The other part is assistance, he said. Estimates by the World Bank and other institutions suggest that 100 billion dollars in aid is needed to meet the MDGs. But current aid flows stand at 58 billion dollars.

If all the pledges made by the developed countries at the Monterrey conference on financing for development in Mexico in 2002 are met, that would bring in about 75 billion dollars, still leaving a shortfall of 25 billion dollars, Manning said.

Kalle Laaksonen from the Pellervo Economic Research Institute, a Finnish think-tank, said the New Partnership for Africa’s Development (NEPAD) provides the basis for more African self-sufficiency. He said closer regional integration in Africa would increase the size of African markets and attract more foreign investors.

But reaching self-sufficiency “essentially involves a change of attitude and mentality,” he told IPS. “Africans have to reach a stage where the predominant thinking becomes ‘we Africans can do it by ourselves’.”
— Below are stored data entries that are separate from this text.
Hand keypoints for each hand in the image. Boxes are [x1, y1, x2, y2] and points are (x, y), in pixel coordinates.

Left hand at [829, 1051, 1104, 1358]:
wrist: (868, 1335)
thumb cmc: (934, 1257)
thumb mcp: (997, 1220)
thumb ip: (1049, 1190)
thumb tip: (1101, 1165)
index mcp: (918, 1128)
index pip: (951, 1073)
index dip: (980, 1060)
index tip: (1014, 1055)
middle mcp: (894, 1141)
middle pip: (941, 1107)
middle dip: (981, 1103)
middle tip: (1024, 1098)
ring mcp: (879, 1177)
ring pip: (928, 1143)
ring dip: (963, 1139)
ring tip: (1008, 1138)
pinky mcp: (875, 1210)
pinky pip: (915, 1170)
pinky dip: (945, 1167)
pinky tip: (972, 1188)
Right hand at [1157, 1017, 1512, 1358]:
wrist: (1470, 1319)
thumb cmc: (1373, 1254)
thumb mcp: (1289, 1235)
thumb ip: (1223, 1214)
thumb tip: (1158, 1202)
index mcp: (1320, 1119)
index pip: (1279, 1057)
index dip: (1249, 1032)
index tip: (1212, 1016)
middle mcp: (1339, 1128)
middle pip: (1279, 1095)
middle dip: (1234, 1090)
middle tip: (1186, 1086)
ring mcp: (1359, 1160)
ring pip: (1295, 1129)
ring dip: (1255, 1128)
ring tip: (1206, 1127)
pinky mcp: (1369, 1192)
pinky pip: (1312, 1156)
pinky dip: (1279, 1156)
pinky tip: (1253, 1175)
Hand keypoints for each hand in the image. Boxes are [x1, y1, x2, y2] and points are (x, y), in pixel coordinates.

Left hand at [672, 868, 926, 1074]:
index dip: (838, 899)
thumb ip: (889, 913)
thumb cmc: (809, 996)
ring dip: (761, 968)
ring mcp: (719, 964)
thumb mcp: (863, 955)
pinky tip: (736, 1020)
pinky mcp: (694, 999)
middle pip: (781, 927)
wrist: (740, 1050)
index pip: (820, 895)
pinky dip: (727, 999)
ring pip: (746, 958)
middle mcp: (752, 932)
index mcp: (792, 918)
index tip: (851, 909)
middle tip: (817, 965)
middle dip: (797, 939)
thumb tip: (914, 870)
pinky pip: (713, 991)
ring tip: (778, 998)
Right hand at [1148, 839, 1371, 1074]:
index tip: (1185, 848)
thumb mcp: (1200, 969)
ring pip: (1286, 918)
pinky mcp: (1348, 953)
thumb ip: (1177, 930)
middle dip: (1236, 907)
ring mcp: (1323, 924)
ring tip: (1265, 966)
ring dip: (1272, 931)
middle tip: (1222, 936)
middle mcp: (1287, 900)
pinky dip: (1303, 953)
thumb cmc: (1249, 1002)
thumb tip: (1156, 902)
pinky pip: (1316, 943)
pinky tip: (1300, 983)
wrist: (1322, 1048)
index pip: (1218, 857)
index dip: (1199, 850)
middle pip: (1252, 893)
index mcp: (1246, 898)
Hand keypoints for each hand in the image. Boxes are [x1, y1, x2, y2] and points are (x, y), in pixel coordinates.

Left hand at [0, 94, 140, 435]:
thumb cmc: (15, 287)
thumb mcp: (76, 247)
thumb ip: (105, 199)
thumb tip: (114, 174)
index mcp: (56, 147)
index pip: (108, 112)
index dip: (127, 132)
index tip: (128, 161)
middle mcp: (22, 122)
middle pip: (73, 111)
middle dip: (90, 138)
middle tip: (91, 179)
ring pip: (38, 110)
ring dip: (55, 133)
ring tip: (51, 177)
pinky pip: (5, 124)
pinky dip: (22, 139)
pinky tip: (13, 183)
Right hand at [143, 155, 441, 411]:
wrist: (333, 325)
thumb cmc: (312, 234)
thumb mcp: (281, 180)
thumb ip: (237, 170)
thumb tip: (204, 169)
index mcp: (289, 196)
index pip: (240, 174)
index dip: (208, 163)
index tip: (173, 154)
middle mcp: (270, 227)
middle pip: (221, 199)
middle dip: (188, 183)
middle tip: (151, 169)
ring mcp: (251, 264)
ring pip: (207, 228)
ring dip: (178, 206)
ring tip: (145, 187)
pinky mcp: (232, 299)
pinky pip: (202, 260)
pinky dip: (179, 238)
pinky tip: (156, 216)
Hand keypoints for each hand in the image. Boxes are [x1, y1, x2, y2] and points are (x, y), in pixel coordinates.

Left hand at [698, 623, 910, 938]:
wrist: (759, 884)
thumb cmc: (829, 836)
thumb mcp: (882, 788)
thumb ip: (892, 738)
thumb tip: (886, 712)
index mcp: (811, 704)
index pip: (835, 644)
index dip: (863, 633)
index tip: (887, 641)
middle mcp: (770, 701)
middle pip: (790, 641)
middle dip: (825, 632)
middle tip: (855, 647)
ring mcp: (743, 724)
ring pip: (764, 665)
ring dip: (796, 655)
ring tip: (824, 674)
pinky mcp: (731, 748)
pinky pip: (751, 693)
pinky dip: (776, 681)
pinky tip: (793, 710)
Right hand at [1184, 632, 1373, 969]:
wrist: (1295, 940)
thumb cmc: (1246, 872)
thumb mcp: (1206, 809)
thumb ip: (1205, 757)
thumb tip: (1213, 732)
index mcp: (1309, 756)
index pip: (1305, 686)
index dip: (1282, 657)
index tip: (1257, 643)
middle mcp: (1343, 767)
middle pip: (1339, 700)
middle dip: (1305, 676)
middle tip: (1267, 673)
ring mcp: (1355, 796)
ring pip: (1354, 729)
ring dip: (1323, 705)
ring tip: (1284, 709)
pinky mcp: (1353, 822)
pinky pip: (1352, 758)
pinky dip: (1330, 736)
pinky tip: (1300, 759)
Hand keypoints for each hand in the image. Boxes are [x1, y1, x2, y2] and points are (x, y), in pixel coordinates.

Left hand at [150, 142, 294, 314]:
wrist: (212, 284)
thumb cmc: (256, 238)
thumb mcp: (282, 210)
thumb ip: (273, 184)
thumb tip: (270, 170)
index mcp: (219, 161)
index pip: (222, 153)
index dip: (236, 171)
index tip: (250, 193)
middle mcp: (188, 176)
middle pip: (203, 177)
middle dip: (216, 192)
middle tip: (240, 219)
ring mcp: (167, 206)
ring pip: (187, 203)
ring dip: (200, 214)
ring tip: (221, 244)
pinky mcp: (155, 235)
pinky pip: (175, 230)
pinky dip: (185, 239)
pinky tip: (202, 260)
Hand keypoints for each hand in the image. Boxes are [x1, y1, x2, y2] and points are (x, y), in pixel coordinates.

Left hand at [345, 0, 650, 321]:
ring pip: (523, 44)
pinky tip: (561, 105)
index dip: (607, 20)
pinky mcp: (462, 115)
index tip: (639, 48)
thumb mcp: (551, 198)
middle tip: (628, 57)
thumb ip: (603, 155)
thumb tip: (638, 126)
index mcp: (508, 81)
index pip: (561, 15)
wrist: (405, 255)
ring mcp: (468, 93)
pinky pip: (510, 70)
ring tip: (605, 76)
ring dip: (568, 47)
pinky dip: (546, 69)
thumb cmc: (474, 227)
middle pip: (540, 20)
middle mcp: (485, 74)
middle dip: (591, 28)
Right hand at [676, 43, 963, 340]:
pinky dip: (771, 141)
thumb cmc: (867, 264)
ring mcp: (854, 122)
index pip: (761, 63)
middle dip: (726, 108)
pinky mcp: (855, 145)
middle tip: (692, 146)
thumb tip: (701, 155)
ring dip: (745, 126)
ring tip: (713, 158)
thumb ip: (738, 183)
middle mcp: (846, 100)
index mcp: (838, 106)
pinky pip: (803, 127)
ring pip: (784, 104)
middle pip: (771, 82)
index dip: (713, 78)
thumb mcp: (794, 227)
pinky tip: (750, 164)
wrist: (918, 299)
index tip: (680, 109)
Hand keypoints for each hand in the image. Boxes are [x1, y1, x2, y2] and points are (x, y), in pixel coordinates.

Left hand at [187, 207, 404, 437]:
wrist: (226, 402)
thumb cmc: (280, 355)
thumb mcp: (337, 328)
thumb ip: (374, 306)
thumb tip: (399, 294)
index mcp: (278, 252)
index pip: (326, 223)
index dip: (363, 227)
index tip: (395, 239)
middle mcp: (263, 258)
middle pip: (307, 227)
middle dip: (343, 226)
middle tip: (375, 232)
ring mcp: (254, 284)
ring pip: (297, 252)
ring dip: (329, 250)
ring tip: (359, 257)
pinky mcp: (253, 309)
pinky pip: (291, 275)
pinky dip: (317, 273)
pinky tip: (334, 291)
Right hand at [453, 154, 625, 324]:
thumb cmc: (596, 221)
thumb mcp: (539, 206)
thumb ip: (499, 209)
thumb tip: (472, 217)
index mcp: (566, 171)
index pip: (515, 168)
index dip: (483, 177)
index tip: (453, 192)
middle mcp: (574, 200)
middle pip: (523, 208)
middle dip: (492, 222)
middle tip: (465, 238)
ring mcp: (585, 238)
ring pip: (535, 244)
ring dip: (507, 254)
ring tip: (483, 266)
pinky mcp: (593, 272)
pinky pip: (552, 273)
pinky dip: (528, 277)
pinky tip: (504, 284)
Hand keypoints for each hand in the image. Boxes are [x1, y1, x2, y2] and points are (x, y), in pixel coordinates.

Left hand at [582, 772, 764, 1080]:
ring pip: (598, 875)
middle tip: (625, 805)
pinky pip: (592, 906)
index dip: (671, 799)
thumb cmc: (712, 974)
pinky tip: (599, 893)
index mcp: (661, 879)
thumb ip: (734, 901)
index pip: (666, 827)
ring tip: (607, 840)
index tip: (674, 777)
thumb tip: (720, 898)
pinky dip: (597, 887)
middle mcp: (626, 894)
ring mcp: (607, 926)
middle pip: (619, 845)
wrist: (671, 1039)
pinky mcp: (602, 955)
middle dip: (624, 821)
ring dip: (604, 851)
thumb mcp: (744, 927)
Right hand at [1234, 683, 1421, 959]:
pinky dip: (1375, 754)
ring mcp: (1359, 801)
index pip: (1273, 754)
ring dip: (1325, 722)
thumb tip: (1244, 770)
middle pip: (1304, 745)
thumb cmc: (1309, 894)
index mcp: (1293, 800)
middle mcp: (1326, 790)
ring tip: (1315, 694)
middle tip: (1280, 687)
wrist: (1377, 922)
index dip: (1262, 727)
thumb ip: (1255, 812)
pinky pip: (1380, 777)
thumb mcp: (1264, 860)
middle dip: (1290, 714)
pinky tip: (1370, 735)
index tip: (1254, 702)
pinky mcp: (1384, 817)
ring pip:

But solutions are not that simple, says Prof Pertti Haaparanta from the Helsinki School of Economics and Business Administration. Regional integration can mean closing off African countries in other regions and hurting them economically, he said.

“African countries cannot succeed by trading with each other alone,” Haaparanta told IPS. Only unimpeded access to markets in developed countries can be a key to their success, he said.

“Irrespective of the level of success in regional integration, African markets would still not provide sufficient revenue because of low purchasing power of their populations and the lower prices of goods,” he said. “But the rich northern markets would provide higher prices.”